Showing us how to change our own habit behavior.
I purchased this book so that I could see about changing my own habits. This book drones on with example after example of how habits are formed but really says nothing about changing them. This book reads like someone thesis project in college including adding extra text to make the book thicker. Examples that could be written in about a paragraph go on and one for ever. Case studies that are 45 mins long just to make one small example.
I usually force myself to listen to a book all the way through. I was about 75% done with this book when I just had to stop listening. I found myself in traffic yelling "Get on with it" and "ok I get the concept" I picked a few useful ideas up but it could have been a small informational flyer and not a book.
I consider this book to be the third part of an unofficial trilogy of related books: The Tipping Point, Made to Stick, and The Power of Habit. All three look into trends or habits, but each from a different angle. Tipping Point examines the WHY behind trends. Made to Stick, the WHAT behind trends & habits. But this book is the HOW to shape habits.
There is a significant research overlap between Made to Stick & The Power of Habit, so if you've read the former, you'll recognize a couple of stories in the latter. But get it anyway, because this is the best of the bunch.

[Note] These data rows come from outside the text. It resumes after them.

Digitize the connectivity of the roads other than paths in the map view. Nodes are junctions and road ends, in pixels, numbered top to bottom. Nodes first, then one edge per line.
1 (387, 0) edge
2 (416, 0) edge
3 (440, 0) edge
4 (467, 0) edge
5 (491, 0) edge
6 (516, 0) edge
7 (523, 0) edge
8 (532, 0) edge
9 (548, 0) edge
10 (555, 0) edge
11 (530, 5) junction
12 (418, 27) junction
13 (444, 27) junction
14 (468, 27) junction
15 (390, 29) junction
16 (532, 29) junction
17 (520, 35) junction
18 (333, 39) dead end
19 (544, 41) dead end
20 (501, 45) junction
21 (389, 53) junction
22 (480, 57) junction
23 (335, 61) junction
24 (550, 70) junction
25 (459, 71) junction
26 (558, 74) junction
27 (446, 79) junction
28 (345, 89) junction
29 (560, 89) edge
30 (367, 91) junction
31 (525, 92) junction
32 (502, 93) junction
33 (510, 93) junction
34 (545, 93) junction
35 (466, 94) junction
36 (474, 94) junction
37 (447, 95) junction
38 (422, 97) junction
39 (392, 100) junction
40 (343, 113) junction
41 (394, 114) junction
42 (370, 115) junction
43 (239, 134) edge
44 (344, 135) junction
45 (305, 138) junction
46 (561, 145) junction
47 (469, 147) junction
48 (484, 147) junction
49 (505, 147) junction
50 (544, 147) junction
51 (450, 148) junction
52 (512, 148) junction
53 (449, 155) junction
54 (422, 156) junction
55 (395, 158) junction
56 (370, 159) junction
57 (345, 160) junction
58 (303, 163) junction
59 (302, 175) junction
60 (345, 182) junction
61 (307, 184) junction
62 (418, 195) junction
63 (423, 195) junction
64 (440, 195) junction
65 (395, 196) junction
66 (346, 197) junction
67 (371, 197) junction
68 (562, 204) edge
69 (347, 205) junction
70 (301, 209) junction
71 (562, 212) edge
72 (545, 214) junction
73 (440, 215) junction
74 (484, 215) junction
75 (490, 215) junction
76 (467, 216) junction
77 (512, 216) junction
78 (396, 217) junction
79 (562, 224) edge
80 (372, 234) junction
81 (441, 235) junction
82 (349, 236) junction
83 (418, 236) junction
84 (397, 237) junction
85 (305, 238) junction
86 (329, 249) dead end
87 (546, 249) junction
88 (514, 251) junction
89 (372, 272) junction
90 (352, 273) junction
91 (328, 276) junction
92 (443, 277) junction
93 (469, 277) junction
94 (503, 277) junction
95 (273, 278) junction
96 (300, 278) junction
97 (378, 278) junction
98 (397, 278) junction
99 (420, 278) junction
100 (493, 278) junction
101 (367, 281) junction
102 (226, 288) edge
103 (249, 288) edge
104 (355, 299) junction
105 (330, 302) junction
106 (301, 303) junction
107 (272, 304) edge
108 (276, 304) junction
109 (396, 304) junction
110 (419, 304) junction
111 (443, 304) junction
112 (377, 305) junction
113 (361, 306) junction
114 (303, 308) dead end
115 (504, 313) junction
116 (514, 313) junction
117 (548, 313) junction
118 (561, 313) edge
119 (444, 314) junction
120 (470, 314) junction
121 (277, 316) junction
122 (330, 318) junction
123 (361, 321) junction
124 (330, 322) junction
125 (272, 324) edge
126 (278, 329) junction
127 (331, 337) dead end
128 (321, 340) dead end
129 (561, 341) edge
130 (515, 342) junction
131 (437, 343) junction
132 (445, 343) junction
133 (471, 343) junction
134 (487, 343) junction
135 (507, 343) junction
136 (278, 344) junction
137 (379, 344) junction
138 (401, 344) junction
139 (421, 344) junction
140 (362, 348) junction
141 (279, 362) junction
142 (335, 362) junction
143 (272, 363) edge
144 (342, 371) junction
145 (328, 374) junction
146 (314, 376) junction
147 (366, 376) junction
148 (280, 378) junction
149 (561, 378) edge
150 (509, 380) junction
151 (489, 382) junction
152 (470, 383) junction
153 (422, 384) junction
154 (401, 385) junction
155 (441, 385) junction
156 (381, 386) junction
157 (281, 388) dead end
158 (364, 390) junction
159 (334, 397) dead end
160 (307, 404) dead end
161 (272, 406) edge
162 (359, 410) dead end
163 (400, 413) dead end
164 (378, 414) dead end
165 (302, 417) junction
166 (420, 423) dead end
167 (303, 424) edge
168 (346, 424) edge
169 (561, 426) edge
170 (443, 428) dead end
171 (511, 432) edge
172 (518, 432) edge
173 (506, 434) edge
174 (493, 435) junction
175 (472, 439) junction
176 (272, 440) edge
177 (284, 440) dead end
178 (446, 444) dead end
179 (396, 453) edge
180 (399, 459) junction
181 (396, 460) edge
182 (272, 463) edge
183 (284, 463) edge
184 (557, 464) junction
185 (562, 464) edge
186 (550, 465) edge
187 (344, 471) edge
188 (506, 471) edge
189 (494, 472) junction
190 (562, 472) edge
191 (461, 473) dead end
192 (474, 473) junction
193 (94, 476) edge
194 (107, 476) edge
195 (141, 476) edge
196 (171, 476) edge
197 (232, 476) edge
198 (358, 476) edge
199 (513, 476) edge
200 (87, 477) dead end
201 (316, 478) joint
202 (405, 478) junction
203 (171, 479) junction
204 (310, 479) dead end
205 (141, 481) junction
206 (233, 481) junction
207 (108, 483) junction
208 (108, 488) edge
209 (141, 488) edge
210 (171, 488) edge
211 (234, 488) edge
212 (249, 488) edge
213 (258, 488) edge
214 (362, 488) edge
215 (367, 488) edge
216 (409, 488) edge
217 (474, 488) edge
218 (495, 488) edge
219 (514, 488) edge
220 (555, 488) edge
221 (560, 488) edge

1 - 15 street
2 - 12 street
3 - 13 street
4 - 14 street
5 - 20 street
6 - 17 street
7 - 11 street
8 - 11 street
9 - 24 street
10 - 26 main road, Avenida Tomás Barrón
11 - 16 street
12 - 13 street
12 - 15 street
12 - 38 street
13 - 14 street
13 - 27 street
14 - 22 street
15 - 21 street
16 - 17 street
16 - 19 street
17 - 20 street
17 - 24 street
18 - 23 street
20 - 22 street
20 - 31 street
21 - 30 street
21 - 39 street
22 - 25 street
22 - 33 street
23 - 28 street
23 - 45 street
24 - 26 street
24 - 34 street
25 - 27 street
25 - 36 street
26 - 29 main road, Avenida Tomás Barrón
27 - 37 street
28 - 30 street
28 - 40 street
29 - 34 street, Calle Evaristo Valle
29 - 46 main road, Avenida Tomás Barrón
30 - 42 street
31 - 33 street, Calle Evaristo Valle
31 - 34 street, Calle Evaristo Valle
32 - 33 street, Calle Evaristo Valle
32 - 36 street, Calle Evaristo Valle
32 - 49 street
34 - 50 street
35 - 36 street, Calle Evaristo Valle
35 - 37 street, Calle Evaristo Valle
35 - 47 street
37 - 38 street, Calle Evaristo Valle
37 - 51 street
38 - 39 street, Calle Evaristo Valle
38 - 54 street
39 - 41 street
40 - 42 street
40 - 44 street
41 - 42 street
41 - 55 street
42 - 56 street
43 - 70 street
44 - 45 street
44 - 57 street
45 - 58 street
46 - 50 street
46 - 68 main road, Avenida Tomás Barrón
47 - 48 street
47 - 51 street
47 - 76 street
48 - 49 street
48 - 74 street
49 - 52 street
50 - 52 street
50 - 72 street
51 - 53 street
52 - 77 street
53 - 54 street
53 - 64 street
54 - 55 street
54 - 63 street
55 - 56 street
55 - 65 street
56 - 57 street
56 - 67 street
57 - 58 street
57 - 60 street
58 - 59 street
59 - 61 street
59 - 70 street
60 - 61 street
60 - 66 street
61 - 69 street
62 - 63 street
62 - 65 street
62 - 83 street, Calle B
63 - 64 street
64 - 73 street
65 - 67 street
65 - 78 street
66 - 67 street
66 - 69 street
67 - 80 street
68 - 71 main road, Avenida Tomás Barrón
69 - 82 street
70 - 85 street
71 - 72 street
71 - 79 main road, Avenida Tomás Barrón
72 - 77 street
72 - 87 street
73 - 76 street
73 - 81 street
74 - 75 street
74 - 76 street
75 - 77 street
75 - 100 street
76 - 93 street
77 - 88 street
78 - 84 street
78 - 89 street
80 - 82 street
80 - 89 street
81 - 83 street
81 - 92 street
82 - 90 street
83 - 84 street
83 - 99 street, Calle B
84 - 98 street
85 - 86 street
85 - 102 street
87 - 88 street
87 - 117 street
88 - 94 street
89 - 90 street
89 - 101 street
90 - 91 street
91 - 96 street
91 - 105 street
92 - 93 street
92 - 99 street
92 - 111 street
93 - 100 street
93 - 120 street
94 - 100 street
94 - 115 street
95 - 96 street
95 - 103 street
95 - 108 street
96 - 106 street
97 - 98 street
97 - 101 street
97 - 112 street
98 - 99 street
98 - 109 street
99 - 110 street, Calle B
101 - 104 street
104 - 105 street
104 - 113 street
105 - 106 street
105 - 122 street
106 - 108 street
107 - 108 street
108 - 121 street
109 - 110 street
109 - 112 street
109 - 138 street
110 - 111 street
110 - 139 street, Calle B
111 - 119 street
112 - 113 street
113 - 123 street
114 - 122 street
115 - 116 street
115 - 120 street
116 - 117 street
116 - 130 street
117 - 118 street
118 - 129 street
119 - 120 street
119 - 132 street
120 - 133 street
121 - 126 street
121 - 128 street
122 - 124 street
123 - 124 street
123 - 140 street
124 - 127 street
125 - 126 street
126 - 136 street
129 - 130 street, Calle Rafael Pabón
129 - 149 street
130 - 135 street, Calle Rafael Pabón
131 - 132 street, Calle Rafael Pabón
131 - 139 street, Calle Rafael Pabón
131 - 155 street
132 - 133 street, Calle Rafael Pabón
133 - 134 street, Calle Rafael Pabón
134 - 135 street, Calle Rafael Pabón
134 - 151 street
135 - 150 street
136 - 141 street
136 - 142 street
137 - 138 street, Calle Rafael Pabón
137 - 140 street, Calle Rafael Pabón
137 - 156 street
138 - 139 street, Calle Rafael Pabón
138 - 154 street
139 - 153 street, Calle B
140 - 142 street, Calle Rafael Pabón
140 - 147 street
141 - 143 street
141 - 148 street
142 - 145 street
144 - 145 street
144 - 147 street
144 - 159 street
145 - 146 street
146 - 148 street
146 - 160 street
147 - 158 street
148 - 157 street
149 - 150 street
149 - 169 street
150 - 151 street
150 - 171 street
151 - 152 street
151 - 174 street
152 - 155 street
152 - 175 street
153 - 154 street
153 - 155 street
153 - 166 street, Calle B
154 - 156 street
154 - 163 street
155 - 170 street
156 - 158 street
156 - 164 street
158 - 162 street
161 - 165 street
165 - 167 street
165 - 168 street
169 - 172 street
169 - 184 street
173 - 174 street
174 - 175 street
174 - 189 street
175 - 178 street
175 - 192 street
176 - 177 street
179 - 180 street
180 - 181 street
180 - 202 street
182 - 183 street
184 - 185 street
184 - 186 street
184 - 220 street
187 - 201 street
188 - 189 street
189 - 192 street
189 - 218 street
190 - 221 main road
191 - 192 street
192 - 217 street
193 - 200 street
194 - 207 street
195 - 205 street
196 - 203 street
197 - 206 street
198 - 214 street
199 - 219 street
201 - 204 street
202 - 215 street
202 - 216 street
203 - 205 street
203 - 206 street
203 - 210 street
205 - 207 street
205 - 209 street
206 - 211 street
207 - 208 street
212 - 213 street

Parts were good but most was over reach. The idea that we create routines and tend to exeecute them is good and interesting. However, the definition of habit and reward get stretched beyond recognition. As an example the use Michael Phelps as an example, He has a set routine he does before a race. It is suggested the reason he wins is he follows this pattern. However, it is clear that there are a lot of swimmers who swim against him with there own habits and probably very similar but who do not win. A better case would be to talk about his habit of training. The book is an example of when you have a hammer everything looks like a nail. In this case everything looks like a habit.
Too much detail about the personal lives of characters presented to illustrate a point; could have gotten faster to the fact or point of the story.

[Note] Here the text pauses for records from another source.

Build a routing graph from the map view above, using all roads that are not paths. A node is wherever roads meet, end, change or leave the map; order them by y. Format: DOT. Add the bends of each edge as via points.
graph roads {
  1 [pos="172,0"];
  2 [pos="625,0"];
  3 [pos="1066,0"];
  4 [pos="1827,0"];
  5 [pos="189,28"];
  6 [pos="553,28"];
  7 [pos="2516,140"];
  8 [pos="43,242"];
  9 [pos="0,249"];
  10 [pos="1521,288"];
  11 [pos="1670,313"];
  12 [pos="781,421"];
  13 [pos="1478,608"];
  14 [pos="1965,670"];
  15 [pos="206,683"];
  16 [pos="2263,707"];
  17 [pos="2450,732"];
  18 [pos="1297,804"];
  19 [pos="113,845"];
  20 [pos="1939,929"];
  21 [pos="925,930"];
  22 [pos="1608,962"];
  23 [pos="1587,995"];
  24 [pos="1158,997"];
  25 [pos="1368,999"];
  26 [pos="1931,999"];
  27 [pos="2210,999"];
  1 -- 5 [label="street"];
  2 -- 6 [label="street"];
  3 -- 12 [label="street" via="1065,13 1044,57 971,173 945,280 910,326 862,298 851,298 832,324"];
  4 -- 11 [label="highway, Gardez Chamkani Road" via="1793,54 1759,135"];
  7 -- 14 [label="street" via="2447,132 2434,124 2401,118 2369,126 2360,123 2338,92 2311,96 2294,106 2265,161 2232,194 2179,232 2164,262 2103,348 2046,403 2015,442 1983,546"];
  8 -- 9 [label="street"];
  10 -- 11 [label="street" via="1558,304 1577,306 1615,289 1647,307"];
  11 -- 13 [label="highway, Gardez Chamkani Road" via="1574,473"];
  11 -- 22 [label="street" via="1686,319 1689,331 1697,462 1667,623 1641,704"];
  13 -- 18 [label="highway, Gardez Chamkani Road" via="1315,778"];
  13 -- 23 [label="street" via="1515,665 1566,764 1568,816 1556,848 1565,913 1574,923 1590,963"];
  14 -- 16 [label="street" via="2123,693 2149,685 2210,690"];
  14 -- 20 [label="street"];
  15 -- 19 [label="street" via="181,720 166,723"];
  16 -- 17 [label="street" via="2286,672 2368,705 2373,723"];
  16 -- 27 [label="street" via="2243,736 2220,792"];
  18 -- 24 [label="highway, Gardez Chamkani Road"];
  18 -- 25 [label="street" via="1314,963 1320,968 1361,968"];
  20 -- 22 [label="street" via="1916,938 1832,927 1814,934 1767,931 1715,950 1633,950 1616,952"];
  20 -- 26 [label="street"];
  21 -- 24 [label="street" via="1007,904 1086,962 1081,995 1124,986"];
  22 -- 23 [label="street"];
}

The individual habit analysis is good, but I think the author loses the plot by trying to address group behavior. Worth a listen, but I wish there was a little more analysis of individual habits and changing them rather than trying to tackle organizational behavior, which is a different topic and doesn't seem connected to the individual behavior described in the definition and explanation of "habit" earlier in the book.
Really enjoyed the concepts discussed in this book and it is worth a listen. I felt the story lacked cohesion and wandered at times. Overall great story which left something to be desired in execution of concepts.